Bei Appliances hängt die Vorgehensweise davon ab, ob in dem Gerät eine Festplatte eingebaut ist oder ob die Daten in einem nichtflüchtigen Speicher gespeichert werden. Oft bieten die Geräte eine "Factory-Reset" Option, mit der sämtliche Konfigurationseinstellungen auf die Werte des Auslieferungszustands zurückgesetzt werden können. Auch nach dem Ausführen eines "Factory-Reset" sollte überprüft werden, ob die Daten wirklich gelöscht beziehungsweise zurückgesetzt wurden oder ob bestimmte Daten oder Dateien noch vorhanden sind.

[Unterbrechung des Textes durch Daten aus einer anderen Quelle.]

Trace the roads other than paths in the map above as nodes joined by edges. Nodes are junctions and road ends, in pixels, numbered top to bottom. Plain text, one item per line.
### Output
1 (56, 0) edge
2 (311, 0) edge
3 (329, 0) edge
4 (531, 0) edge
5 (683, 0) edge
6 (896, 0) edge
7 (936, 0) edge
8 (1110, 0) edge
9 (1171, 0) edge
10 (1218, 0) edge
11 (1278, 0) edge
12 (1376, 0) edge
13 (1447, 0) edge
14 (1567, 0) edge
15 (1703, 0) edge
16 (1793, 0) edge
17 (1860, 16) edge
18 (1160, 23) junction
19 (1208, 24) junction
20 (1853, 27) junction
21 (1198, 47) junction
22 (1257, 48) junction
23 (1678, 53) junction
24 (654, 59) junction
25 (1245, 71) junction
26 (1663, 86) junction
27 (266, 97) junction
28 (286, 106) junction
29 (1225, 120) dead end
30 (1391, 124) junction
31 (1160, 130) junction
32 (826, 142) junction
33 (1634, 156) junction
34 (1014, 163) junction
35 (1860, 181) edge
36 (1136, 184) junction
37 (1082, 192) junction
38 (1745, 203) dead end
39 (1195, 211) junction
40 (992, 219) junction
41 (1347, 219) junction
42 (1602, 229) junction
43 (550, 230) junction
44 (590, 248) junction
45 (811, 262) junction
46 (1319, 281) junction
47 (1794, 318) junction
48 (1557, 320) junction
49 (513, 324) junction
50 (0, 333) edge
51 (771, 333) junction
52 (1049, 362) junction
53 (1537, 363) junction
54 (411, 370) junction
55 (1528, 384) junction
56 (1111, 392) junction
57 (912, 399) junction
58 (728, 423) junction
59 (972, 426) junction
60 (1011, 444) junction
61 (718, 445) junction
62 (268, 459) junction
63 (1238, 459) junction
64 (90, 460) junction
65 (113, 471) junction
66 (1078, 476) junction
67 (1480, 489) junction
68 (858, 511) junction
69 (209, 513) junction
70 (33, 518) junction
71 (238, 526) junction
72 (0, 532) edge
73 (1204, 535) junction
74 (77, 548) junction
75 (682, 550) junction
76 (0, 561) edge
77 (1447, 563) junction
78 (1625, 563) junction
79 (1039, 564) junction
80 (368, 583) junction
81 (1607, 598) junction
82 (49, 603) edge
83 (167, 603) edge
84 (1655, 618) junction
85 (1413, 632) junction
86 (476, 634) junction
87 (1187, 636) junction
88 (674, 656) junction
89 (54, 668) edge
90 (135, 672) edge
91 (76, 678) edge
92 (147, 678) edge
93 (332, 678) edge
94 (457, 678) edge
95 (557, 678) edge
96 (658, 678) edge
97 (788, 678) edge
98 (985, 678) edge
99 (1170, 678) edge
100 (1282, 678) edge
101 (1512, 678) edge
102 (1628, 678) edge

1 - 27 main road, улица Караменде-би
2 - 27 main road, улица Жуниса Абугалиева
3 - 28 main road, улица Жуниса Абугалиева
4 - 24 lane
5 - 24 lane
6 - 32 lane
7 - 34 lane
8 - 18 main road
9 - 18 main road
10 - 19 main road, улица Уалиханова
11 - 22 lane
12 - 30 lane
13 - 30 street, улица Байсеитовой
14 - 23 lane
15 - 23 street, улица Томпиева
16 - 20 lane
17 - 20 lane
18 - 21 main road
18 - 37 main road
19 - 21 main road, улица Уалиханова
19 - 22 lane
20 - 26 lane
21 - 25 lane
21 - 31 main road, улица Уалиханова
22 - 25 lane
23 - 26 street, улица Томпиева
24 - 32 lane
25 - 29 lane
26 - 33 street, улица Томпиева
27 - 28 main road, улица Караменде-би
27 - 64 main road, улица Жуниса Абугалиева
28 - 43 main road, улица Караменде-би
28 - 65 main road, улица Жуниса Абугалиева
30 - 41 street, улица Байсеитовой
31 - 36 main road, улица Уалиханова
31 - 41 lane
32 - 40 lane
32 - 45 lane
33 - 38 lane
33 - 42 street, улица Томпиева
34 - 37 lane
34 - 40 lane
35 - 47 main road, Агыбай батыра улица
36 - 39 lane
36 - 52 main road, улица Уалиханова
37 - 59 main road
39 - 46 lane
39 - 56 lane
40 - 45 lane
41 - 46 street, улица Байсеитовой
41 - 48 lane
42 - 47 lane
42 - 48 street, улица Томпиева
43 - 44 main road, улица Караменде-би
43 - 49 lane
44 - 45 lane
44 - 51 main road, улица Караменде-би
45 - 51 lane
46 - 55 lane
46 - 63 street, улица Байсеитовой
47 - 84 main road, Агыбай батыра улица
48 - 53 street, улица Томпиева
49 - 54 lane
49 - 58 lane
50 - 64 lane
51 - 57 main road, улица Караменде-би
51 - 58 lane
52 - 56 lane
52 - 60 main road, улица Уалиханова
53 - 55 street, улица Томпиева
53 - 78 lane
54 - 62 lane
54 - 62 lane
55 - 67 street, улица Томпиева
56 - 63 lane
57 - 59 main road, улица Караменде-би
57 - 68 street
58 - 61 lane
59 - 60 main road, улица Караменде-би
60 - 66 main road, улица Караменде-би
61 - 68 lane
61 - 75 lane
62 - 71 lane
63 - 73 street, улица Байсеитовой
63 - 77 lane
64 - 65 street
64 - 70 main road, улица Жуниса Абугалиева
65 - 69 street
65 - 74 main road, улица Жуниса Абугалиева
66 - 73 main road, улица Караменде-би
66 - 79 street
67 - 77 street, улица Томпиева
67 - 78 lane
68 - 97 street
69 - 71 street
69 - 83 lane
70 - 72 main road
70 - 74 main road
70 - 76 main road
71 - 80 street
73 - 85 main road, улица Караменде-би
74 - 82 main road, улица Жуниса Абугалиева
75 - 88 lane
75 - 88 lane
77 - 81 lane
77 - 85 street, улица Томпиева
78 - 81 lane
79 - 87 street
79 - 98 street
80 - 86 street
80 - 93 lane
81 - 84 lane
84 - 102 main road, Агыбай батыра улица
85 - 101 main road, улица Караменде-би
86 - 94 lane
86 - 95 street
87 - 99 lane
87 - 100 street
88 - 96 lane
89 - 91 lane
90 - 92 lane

Sind auf dem Gerät besonders sicherheitskritische Informationen gespeichert und kann nicht mit hinreichender Sicherheit gewährleistet werden, dass die Daten wirklich gelöscht sind, so kann es erforderlich sein, die Speicherbausteine oder Festplatten physisch zu zerstören bzw. unbrauchbar zu machen.
Neben den Informationen, die auf dem Gerät selbst gespeichert sind sollte auch überprüft werden, ob auf den Backup-Medien sensitive Informationen enthalten sind. Falls es nicht aus anderen Gründen (beispielsweise Archivierung, Aufbewahrungspflicht aufgrund gesetzlicher Regelungen) erforderlich ist, die Backup-Medien aufzubewahren, so sollten die Medien nach der Außerbetriebnahme des Gerätes ebenfalls gelöscht werden.
Oft sind die Komponenten des Sicherheitsgateways von außen mit IP-Adressen, Hostnamen oder sonstigen technischen Informationen beschriftet. Auch diese Beschriftungen sollten vor der Entsorgung entfernt werden.
Ergänzende Kontrollfragen:
- Ist die sichere Entsorgung von Geräten in der Sicherheitsrichtlinie für das Sicherheitsgateway berücksichtigt?
- Werden Konfigurationsdateien und Log-Dateien vor der Entsorgung sicher gelöscht bzw. unlesbar gemacht?
- Wird die Beschriftung von den Geräten vor der Entsorgung entfernt?